> [Task instructions] The listing below is to be output in its exact form.

### Records shown ###

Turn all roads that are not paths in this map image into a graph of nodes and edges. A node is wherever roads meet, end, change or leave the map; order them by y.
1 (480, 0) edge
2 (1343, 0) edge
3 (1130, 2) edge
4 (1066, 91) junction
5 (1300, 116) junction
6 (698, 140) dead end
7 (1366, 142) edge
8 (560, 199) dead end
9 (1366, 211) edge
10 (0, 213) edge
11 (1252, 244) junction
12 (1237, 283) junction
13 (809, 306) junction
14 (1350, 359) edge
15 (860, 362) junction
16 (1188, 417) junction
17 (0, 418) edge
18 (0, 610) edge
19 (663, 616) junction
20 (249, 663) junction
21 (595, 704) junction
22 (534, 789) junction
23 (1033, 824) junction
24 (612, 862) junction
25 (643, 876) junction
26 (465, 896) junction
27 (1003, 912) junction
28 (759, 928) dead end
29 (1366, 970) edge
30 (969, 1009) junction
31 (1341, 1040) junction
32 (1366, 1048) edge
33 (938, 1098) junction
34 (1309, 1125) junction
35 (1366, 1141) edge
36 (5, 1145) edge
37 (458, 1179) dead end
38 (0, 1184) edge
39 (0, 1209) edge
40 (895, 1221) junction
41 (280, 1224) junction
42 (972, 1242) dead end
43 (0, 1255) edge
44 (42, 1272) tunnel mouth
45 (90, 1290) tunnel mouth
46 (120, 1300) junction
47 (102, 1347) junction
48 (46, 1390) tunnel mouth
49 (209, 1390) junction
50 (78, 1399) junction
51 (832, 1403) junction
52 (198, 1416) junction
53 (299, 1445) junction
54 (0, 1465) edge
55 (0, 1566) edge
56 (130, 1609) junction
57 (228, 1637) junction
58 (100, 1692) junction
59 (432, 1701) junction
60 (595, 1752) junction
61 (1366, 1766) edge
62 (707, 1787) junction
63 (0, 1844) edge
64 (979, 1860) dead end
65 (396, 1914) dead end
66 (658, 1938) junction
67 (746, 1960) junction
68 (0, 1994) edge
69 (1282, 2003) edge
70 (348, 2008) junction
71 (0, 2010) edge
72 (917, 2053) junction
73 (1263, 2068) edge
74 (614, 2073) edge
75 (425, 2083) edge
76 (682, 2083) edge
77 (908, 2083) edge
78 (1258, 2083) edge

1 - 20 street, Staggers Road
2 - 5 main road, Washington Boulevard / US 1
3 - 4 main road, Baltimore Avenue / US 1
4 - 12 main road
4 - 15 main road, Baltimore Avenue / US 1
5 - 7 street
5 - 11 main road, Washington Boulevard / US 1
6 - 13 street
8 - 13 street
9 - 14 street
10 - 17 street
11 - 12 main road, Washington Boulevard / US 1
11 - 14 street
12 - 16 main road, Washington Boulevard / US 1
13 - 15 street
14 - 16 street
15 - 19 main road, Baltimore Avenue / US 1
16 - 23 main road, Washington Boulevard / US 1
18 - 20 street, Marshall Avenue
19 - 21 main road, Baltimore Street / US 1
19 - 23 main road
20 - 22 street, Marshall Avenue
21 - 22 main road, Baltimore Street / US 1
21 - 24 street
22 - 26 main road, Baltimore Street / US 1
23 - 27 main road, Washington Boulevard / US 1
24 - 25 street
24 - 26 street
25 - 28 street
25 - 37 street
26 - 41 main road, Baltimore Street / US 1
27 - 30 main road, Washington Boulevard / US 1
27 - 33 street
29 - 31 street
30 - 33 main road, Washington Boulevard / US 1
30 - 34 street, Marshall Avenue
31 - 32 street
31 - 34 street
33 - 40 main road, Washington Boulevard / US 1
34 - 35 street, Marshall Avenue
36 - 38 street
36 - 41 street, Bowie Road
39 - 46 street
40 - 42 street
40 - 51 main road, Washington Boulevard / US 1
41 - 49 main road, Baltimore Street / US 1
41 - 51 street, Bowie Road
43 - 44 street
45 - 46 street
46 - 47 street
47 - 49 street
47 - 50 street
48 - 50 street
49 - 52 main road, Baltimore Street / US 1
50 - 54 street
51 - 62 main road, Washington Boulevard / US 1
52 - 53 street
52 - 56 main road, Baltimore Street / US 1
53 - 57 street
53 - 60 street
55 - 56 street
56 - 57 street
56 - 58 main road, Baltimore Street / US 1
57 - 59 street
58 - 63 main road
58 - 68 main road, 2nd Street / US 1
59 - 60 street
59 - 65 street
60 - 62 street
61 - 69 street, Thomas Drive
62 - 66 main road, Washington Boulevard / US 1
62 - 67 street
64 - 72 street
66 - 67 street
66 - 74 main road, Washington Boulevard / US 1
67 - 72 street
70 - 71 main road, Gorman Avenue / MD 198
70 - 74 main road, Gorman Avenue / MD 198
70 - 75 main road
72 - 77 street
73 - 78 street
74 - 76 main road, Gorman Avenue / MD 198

###

> [Result below]
Turn all roads that are not paths in this map image into a graph of nodes and edges. A node is wherever roads meet, end, change or leave the map; order them by y.
1 (480, 0) edge
2 (1343, 0) edge
3 (1130, 2) edge
4 (1066, 91) junction
5 (1300, 116) junction
6 (698, 140) dead end
7 (1366, 142) edge
8 (560, 199) dead end
9 (1366, 211) edge
10 (0, 213) edge
11 (1252, 244) junction
12 (1237, 283) junction
13 (809, 306) junction
14 (1350, 359) edge
15 (860, 362) junction
16 (1188, 417) junction
17 (0, 418) edge
18 (0, 610) edge
19 (663, 616) junction
20 (249, 663) junction
21 (595, 704) junction
22 (534, 789) junction
23 (1033, 824) junction
24 (612, 862) junction
25 (643, 876) junction
26 (465, 896) junction
27 (1003, 912) junction
28 (759, 928) dead end
29 (1366, 970) edge
30 (969, 1009) junction
31 (1341, 1040) junction
32 (1366, 1048) edge
33 (938, 1098) junction
34 (1309, 1125) junction
35 (1366, 1141) edge
36 (5, 1145) edge
37 (458, 1179) dead end
38 (0, 1184) edge
39 (0, 1209) edge
40 (895, 1221) junction
41 (280, 1224) junction
42 (972, 1242) dead end
43 (0, 1255) edge
44 (42, 1272) tunnel mouth
45 (90, 1290) tunnel mouth
46 (120, 1300) junction
47 (102, 1347) junction
48 (46, 1390) tunnel mouth
49 (209, 1390) junction
50 (78, 1399) junction
51 (832, 1403) junction
52 (198, 1416) junction
53 (299, 1445) junction
54 (0, 1465) edge
55 (0, 1566) edge
56 (130, 1609) junction
57 (228, 1637) junction
58 (100, 1692) junction
59 (432, 1701) junction
60 (595, 1752) junction
61 (1366, 1766) edge
62 (707, 1787) junction
63 (0, 1844) edge
64 (979, 1860) dead end
65 (396, 1914) dead end
66 (658, 1938) junction
67 (746, 1960) junction
68 (0, 1994) edge
69 (1282, 2003) edge
70 (348, 2008) junction
71 (0, 2010) edge
72 (917, 2053) junction
73 (1263, 2068) edge
74 (614, 2073) edge
75 (425, 2083) edge
76 (682, 2083) edge
77 (908, 2083) edge
78 (1258, 2083) edge

1 - 20 street, Staggers Road
2 - 5 main road, Washington Boulevard / US 1
3 - 4 main road, Baltimore Avenue / US 1
4 - 12 main road
4 - 15 main road, Baltimore Avenue / US 1
5 - 7 street
5 - 11 main road, Washington Boulevard / US 1
6 - 13 street
8 - 13 street
9 - 14 street
10 - 17 street
11 - 12 main road, Washington Boulevard / US 1
11 - 14 street
12 - 16 main road, Washington Boulevard / US 1
13 - 15 street
14 - 16 street
15 - 19 main road, Baltimore Avenue / US 1
16 - 23 main road, Washington Boulevard / US 1
18 - 20 street, Marshall Avenue
19 - 21 main road, Baltimore Street / US 1
19 - 23 main road
20 - 22 street, Marshall Avenue
21 - 22 main road, Baltimore Street / US 1
21 - 24 street
22 - 26 main road, Baltimore Street / US 1
23 - 27 main road, Washington Boulevard / US 1
24 - 25 street
24 - 26 street
25 - 28 street
25 - 37 street
26 - 41 main road, Baltimore Street / US 1
27 - 30 main road, Washington Boulevard / US 1
27 - 33 street
29 - 31 street
30 - 33 main road, Washington Boulevard / US 1
30 - 34 street, Marshall Avenue
31 - 32 street
31 - 34 street
33 - 40 main road, Washington Boulevard / US 1
34 - 35 street, Marshall Avenue
36 - 38 street
36 - 41 street, Bowie Road
39 - 46 street
40 - 42 street
40 - 51 main road, Washington Boulevard / US 1
41 - 49 main road, Baltimore Street / US 1
41 - 51 street, Bowie Road
43 - 44 street
45 - 46 street
46 - 47 street
47 - 49 street
47 - 50 street
48 - 50 street
49 - 52 main road, Baltimore Street / US 1
50 - 54 street
51 - 62 main road, Washington Boulevard / US 1
52 - 53 street
52 - 56 main road, Baltimore Street / US 1
53 - 57 street
53 - 60 street
55 - 56 street
56 - 57 street
56 - 58 main road, Baltimore Street / US 1
57 - 59 street
58 - 63 main road
58 - 68 main road, 2nd Street / US 1
59 - 60 street
59 - 65 street
60 - 62 street
61 - 69 street, Thomas Drive
62 - 66 main road, Washington Boulevard / US 1
62 - 67 street
64 - 72 street
66 - 67 street
66 - 74 main road, Washington Boulevard / US 1
67 - 72 street
70 - 71 main road, Gorman Avenue / MD 198
70 - 74 main road, Gorman Avenue / MD 198
70 - 75 main road
72 - 77 street
73 - 78 street
74 - 76 main road, Gorman Avenue / MD 198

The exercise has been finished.